WHAT IS REQUIRED. Write out all of the entries below word for word.

======== SOURCE RECORDS ========

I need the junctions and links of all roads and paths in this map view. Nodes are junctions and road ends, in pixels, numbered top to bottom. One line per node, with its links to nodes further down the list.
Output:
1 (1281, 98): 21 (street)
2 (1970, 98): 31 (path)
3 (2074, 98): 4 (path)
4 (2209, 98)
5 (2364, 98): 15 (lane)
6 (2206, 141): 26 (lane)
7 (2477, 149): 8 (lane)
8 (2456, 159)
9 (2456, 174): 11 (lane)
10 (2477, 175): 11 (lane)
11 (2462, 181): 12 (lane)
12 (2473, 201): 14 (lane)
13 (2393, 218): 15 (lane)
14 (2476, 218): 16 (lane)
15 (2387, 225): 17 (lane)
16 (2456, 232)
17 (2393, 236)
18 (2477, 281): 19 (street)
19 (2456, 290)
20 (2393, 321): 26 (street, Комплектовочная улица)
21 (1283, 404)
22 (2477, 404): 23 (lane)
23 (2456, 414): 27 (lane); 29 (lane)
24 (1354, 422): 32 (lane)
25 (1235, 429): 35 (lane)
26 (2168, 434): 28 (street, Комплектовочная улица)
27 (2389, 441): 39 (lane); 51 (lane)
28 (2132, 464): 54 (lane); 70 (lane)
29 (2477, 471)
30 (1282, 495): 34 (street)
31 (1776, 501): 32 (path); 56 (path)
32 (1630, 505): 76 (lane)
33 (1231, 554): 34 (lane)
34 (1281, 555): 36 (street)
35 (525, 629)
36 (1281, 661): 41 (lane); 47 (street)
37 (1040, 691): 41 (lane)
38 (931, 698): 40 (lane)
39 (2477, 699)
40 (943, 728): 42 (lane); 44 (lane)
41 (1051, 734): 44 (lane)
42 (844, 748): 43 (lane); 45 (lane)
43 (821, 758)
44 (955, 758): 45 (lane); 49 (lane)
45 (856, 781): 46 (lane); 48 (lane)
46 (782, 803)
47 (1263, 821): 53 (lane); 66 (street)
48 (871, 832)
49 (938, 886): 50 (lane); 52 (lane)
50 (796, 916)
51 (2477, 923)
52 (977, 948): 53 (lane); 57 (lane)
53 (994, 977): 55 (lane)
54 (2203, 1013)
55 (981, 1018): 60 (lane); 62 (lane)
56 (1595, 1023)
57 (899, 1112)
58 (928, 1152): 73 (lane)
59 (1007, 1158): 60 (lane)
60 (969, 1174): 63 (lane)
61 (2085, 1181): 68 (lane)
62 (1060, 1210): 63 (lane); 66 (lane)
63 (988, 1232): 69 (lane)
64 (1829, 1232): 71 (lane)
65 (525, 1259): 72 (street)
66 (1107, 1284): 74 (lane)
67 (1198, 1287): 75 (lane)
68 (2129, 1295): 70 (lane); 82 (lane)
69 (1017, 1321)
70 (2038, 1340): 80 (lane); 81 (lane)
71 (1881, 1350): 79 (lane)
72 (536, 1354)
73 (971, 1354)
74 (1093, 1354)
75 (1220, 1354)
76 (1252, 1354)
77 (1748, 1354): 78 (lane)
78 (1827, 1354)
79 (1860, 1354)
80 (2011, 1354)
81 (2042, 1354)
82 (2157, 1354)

========

RESPONSE AREA.
I need the junctions and links of all roads and paths in this map view. Nodes are junctions and road ends, in pixels, numbered top to bottom. One line per node, with its links to nodes further down the list.
Output:
1 (1281, 98): 21 (street)
2 (1970, 98): 31 (path)
3 (2074, 98): 4 (path)
4 (2209, 98)
5 (2364, 98): 15 (lane)
6 (2206, 141): 26 (lane)
7 (2477, 149): 8 (lane)
8 (2456, 159)
9 (2456, 174): 11 (lane)
10 (2477, 175): 11 (lane)
11 (2462, 181): 12 (lane)
12 (2473, 201): 14 (lane)
13 (2393, 218): 15 (lane)
14 (2476, 218): 16 (lane)
15 (2387, 225): 17 (lane)
16 (2456, 232)
17 (2393, 236)
18 (2477, 281): 19 (street)
19 (2456, 290)
20 (2393, 321): 26 (street, Комплектовочная улица)
21 (1283, 404)
22 (2477, 404): 23 (lane)
23 (2456, 414): 27 (lane); 29 (lane)
24 (1354, 422): 32 (lane)
25 (1235, 429): 35 (lane)
26 (2168, 434): 28 (street, Комплектовочная улица)
27 (2389, 441): 39 (lane); 51 (lane)
28 (2132, 464): 54 (lane); 70 (lane)
29 (2477, 471)
30 (1282, 495): 34 (street)
31 (1776, 501): 32 (path); 56 (path)
32 (1630, 505): 76 (lane)
33 (1231, 554): 34 (lane)
34 (1281, 555): 36 (street)
35 (525, 629)
36 (1281, 661): 41 (lane); 47 (street)
37 (1040, 691): 41 (lane)
38 (931, 698): 40 (lane)
39 (2477, 699)
40 (943, 728): 42 (lane); 44 (lane)
41 (1051, 734): 44 (lane)
42 (844, 748): 43 (lane); 45 (lane)
43 (821, 758)
44 (955, 758): 45 (lane); 49 (lane)
45 (856, 781): 46 (lane); 48 (lane)
46 (782, 803)
47 (1263, 821): 53 (lane); 66 (street)
48 (871, 832)
49 (938, 886): 50 (lane); 52 (lane)
50 (796, 916)
51 (2477, 923)
52 (977, 948): 53 (lane); 57 (lane)
53 (994, 977): 55 (lane)
54 (2203, 1013)
55 (981, 1018): 60 (lane); 62 (lane)
56 (1595, 1023)
57 (899, 1112)
58 (928, 1152): 73 (lane)
59 (1007, 1158): 60 (lane)
60 (969, 1174): 63 (lane)
61 (2085, 1181): 68 (lane)
62 (1060, 1210): 63 (lane); 66 (lane)
63 (988, 1232): 69 (lane)
64 (1829, 1232): 71 (lane)
65 (525, 1259): 72 (street)
66 (1107, 1284): 74 (lane)
67 (1198, 1287): 75 (lane)
68 (2129, 1295): 70 (lane); 82 (lane)
69 (1017, 1321)
70 (2038, 1340): 80 (lane); 81 (lane)
71 (1881, 1350): 79 (lane)
72 (536, 1354)
73 (971, 1354)
74 (1093, 1354)
75 (1220, 1354)
76 (1252, 1354)
77 (1748, 1354): 78 (lane)
78 (1827, 1354)
79 (1860, 1354)
80 (2011, 1354)
81 (2042, 1354)
82 (2157, 1354)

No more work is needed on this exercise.